▶ _Problem statement_
Copy out each entry below verbatim, skipping the images.

(Data extracted from a collection)
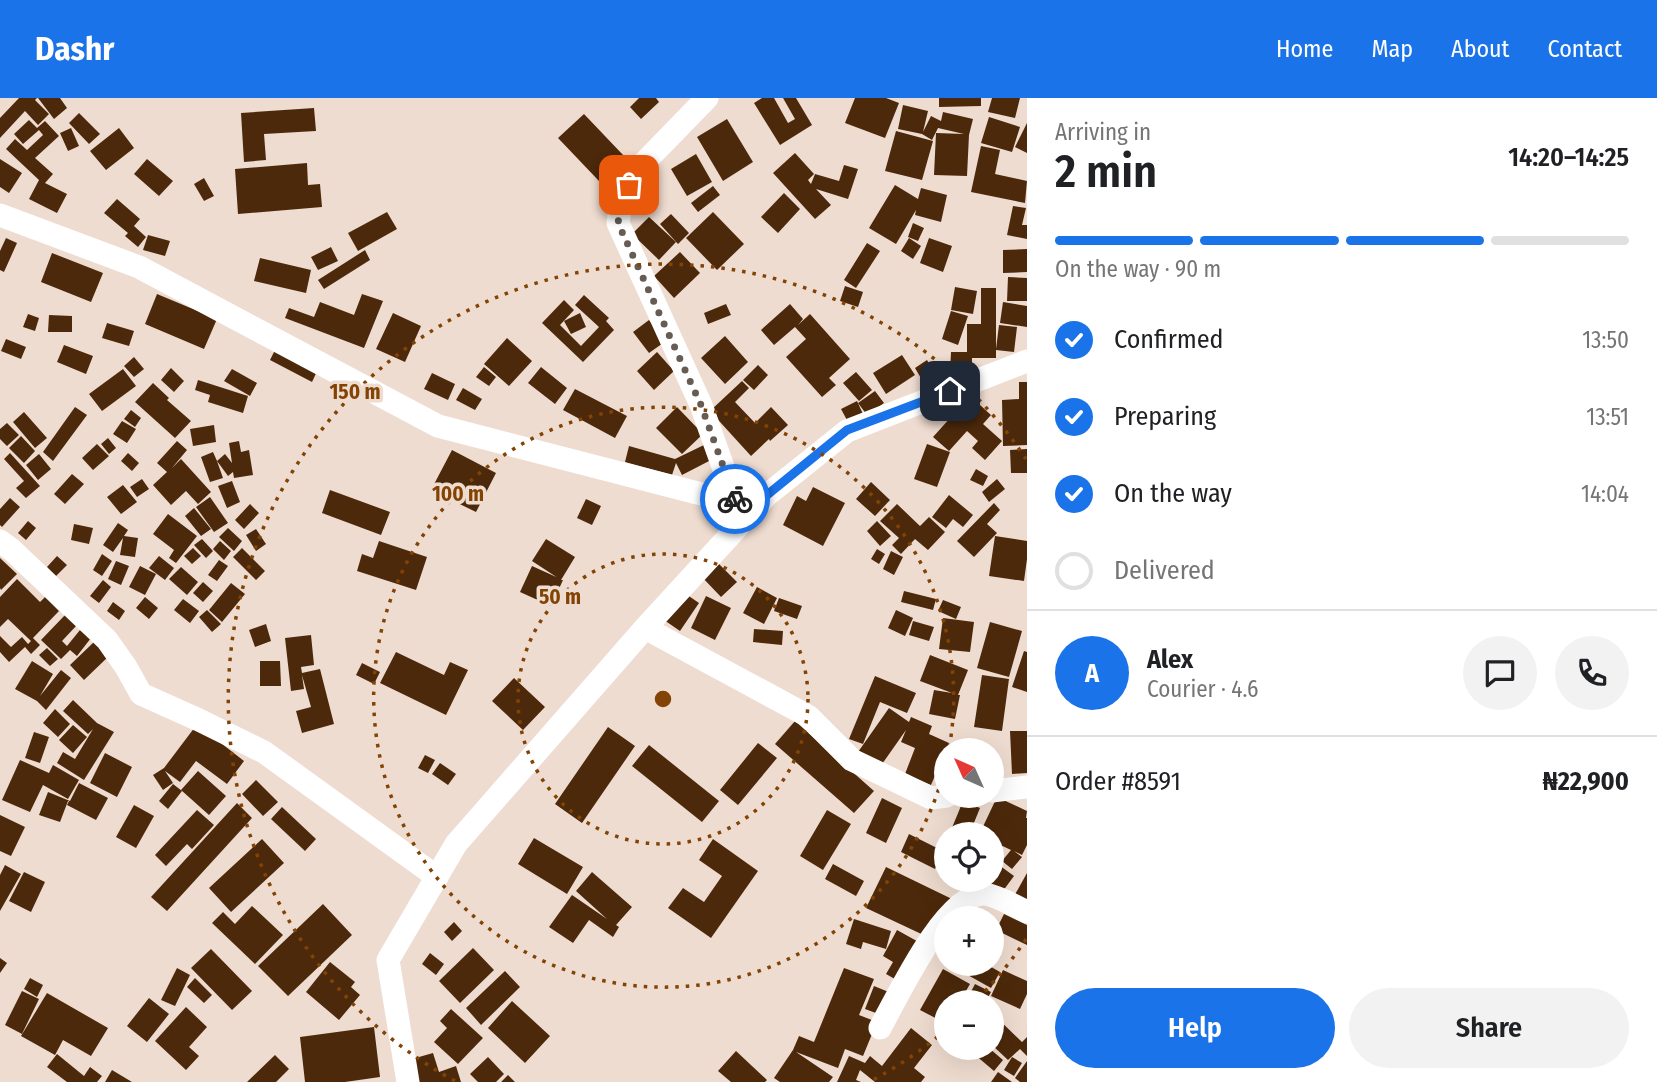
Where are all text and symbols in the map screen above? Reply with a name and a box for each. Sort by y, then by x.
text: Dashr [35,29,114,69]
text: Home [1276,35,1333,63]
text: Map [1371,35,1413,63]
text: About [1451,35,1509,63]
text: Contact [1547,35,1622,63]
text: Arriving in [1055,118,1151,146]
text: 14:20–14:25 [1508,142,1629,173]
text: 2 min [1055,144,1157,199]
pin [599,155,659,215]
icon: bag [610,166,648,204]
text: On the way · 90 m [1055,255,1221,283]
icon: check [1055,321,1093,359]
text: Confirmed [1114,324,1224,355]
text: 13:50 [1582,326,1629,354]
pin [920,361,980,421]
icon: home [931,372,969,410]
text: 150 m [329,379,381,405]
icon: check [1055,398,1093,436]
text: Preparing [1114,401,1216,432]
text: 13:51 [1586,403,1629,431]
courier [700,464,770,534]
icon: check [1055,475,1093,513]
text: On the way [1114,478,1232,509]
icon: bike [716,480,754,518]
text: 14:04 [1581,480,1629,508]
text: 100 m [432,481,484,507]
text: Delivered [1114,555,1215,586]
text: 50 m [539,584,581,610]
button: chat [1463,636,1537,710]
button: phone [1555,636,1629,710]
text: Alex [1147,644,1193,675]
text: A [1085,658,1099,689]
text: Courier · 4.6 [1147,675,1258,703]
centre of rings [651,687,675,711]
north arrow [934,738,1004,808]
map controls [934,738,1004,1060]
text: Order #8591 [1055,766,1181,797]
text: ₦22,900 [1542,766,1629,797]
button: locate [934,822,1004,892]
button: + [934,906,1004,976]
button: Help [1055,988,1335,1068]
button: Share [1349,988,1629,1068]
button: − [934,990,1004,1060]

▶ _Final answer_
Where are all text and symbols in the map screen above? Reply with a name and a box for each. Sort by y, then by x.
text: Dashr [35,29,114,69]
text: Home [1276,35,1333,63]
text: Map [1371,35,1413,63]
text: About [1451,35,1509,63]
text: Contact [1547,35,1622,63]
text: Arriving in [1055,118,1151,146]
text: 14:20–14:25 [1508,142,1629,173]
text: 2 min [1055,144,1157,199]
pin [599,155,659,215]
icon: bag [610,166,648,204]
text: On the way · 90 m [1055,255,1221,283]
icon: check [1055,321,1093,359]
text: Confirmed [1114,324,1224,355]
text: 13:50 [1582,326,1629,354]
pin [920,361,980,421]
icon: home [931,372,969,410]
text: 150 m [329,379,381,405]
icon: check [1055,398,1093,436]
text: Preparing [1114,401,1216,432]
text: 13:51 [1586,403,1629,431]
courier [700,464,770,534]
icon: check [1055,475,1093,513]
text: On the way [1114,478,1232,509]
icon: bike [716,480,754,518]
text: 14:04 [1581,480,1629,508]
text: 100 m [432,481,484,507]
text: Delivered [1114,555,1215,586]
text: 50 m [539,584,581,610]
button: chat [1463,636,1537,710]
button: phone [1555,636,1629,710]
text: Alex [1147,644,1193,675]
text: A [1085,658,1099,689]
text: Courier · 4.6 [1147,675,1258,703]
centre of rings [651,687,675,711]
north arrow [934,738,1004,808]
map controls [934,738,1004,1060]
text: Order #8591 [1055,766,1181,797]
text: ₦22,900 [1542,766,1629,797]
button: locate [934,822,1004,892]
button: + [934,906,1004,976]
button: Help [1055,988,1335,1068]
button: Share [1349,988,1629,1068]
button: − [934,990,1004,1060]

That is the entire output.